Said Jason Campbell: "He's doing a good job really reaching out and catching the ball. He is working hard. He is staying after practice and catching balls from the jug machine. That's something you'd expect from a guy like that.
"He has extremely strong hands and the way he can reach out and catch balls can give the quarterback a lot of confidence."
-- TRYON 'NOT DOWN'
In the Redskins' first preseason game in Baltimore, Justin Tryon saw action with the first-team defense.

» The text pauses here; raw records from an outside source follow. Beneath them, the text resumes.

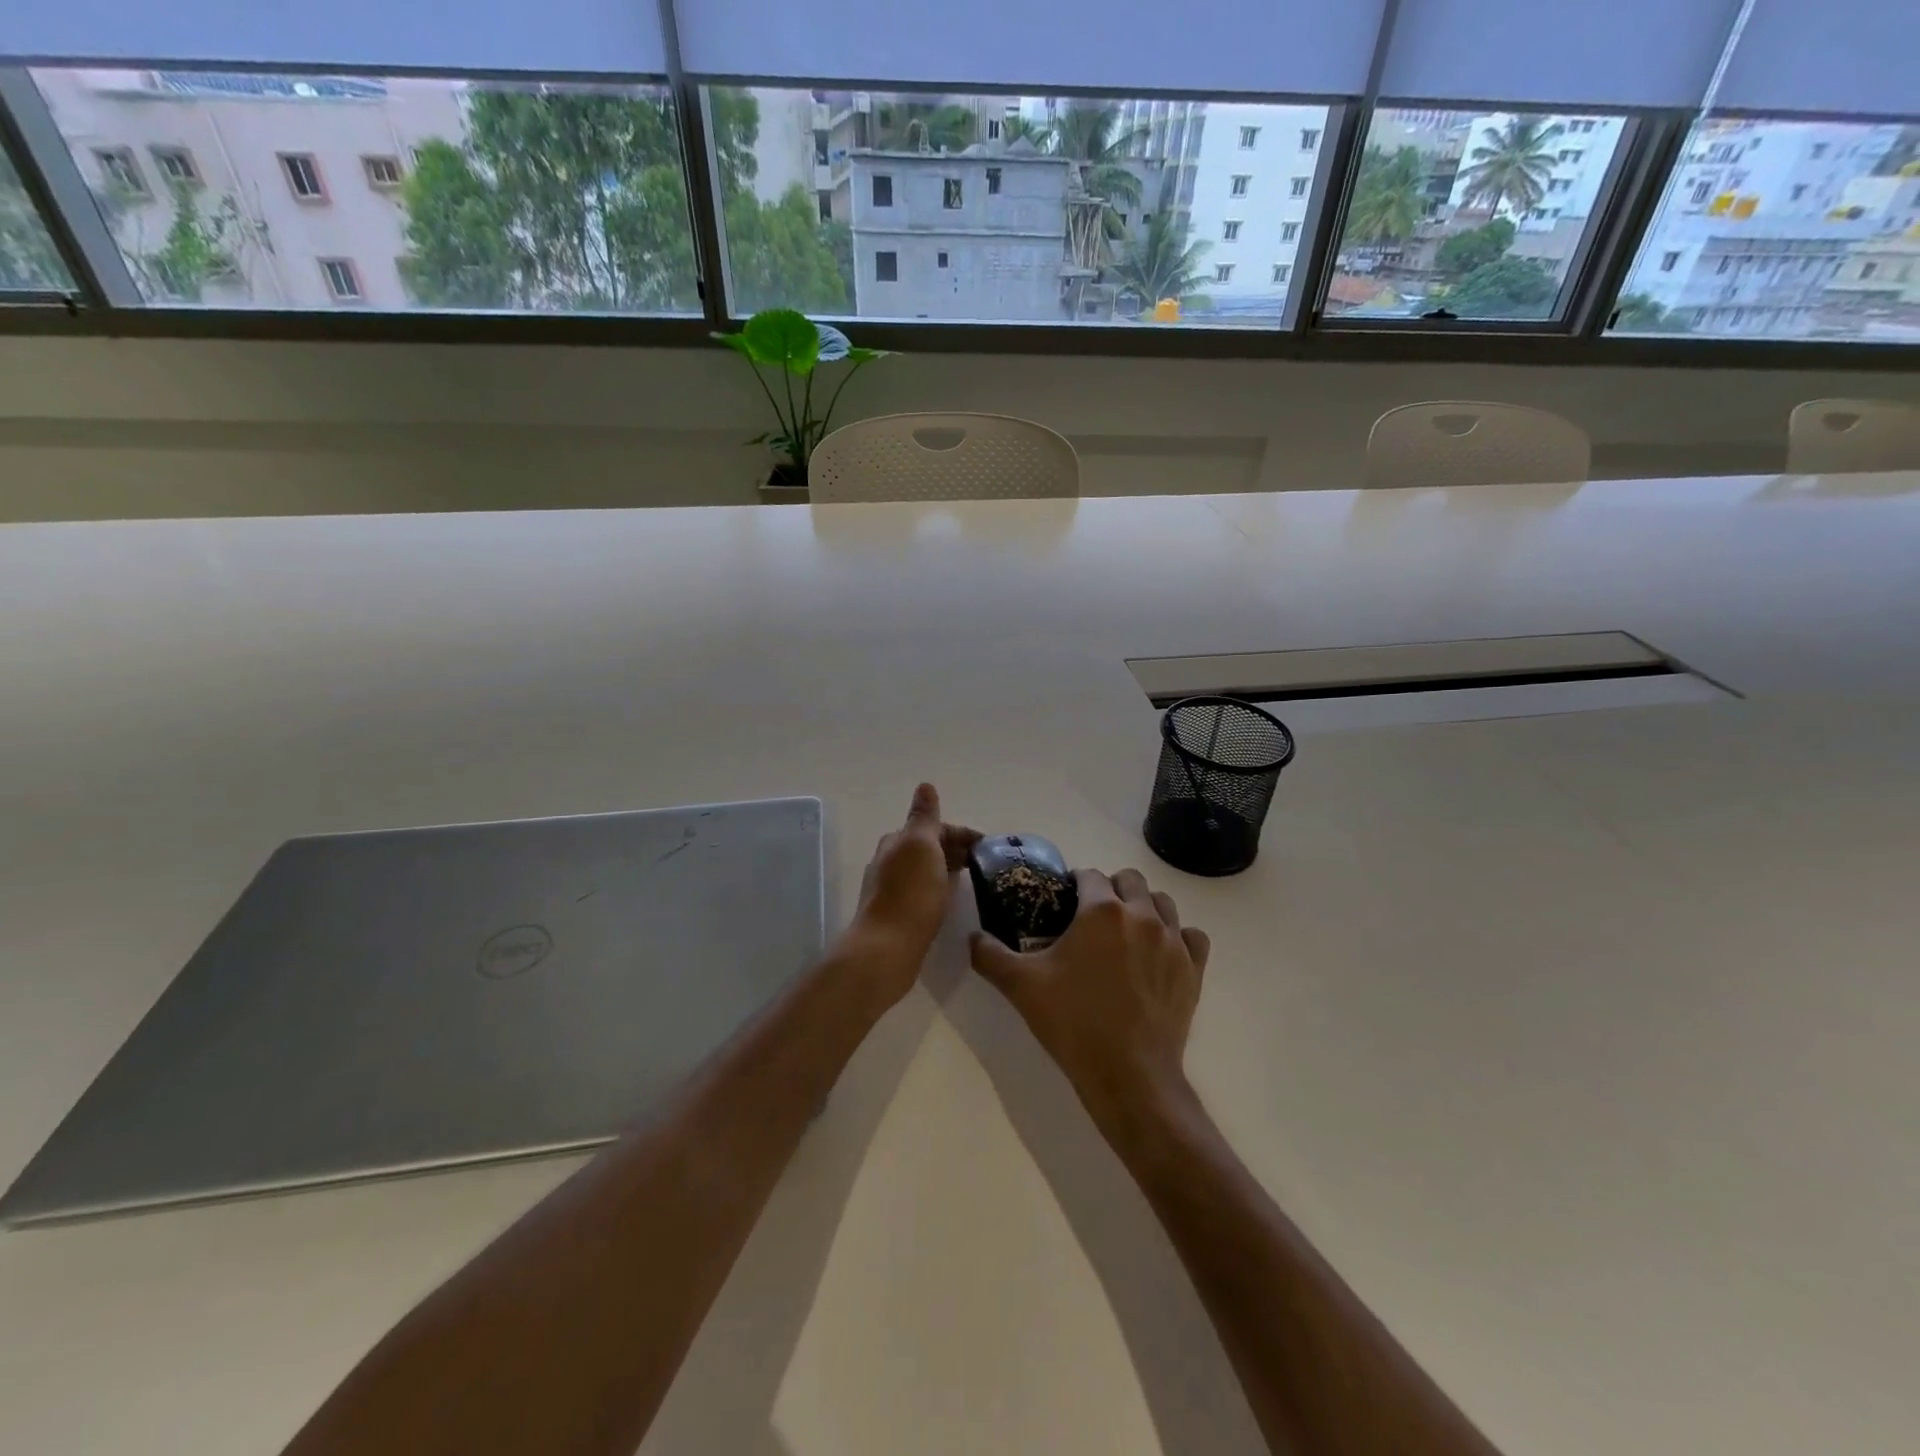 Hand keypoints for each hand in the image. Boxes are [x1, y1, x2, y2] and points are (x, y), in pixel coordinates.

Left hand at [842, 783, 979, 1007]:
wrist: (887, 947)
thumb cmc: (911, 893)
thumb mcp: (921, 845)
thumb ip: (924, 816)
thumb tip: (925, 785)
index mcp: (897, 841)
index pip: (934, 827)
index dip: (961, 833)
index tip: (989, 846)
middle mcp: (890, 860)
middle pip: (929, 847)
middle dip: (955, 849)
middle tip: (986, 864)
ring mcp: (892, 888)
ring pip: (926, 869)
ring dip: (948, 868)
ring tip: (974, 880)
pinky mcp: (898, 913)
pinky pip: (924, 891)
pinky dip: (940, 888)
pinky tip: (951, 900)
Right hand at [970, 867, 1210, 1127]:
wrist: (1129, 1075)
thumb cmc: (1073, 1022)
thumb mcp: (1021, 986)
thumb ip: (989, 954)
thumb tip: (973, 937)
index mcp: (1102, 910)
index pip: (1089, 875)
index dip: (1074, 885)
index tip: (1063, 905)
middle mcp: (1142, 914)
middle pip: (1129, 880)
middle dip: (1110, 889)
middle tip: (1092, 920)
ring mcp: (1173, 941)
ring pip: (1163, 903)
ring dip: (1144, 908)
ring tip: (1126, 934)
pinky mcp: (1194, 969)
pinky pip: (1192, 936)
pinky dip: (1178, 937)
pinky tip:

He struggled, though. It seemed Ravens quarterbacks were targeting him on several plays because he gave wide receivers a cushion to catch passes.
This week, Tryon has remained confident.
"I'm not down," the second-year cornerback out of Arizona State said. "I know I can play better. I took last week's game as a way to get better."
Said Greg Blache: "I told Justin that I haven't lost faith in him, but I was disappointed in his performance. When we run you out with the [the first string], we expect you to act like a big dog, run with the big dogs and play like one.
"The stage was a little big for him right off the bat, but he's just a second-year guy. I guess it was a big deal for him.
"I told him, 'You're going to get a lot of heat in the press.' He said, 'Coach, don't worry about me. I can be deaf.' And that's good. That put my mind at ease."
-- EXPECTATIONS FOR LANDRY
LaRon Landry missed all of 2008 training camp recovering from a hamstring injury.
The injury lingered into the regular season, but Landry was able to start every game.
Only until late in the season did Landry "come into his own," Greg Blache said.
Landry finished the year with 70 tackles, two interceptions and 11 passes defended.
Now Landry is in his third NFL season and expectations are growing.
"We want him to create turnovers for us," Blache said. "We want six to eight picks, devastating plays where he gets those highlight kind of hits and breakups on the ball.
"And at the end of the season, we want him to take a trip to Miami as a Pro Bowl safety, as opposed to him being an alternate."
-- WHO'S OUT?
Two backup offensive linemen could be sidelined for Saturday's preseason game against the Pittsburgh Steelers.
Mike Williams sat out several practices due to a low ankle sprain and Jim Zorn called him "questionable" for the Steelers game.
Devin Clark suffered a knee injury in practice this week and his status was uncertain on Friday.
If Williams and Clark are unable to play, then Jeremy Bridges and D'Anthony Batiste could see extended playing time at offensive tackle.
Anthony Alridge is also expected to be sidelined for the Steelers game. The first-year running back has been slowed by a sprained toe.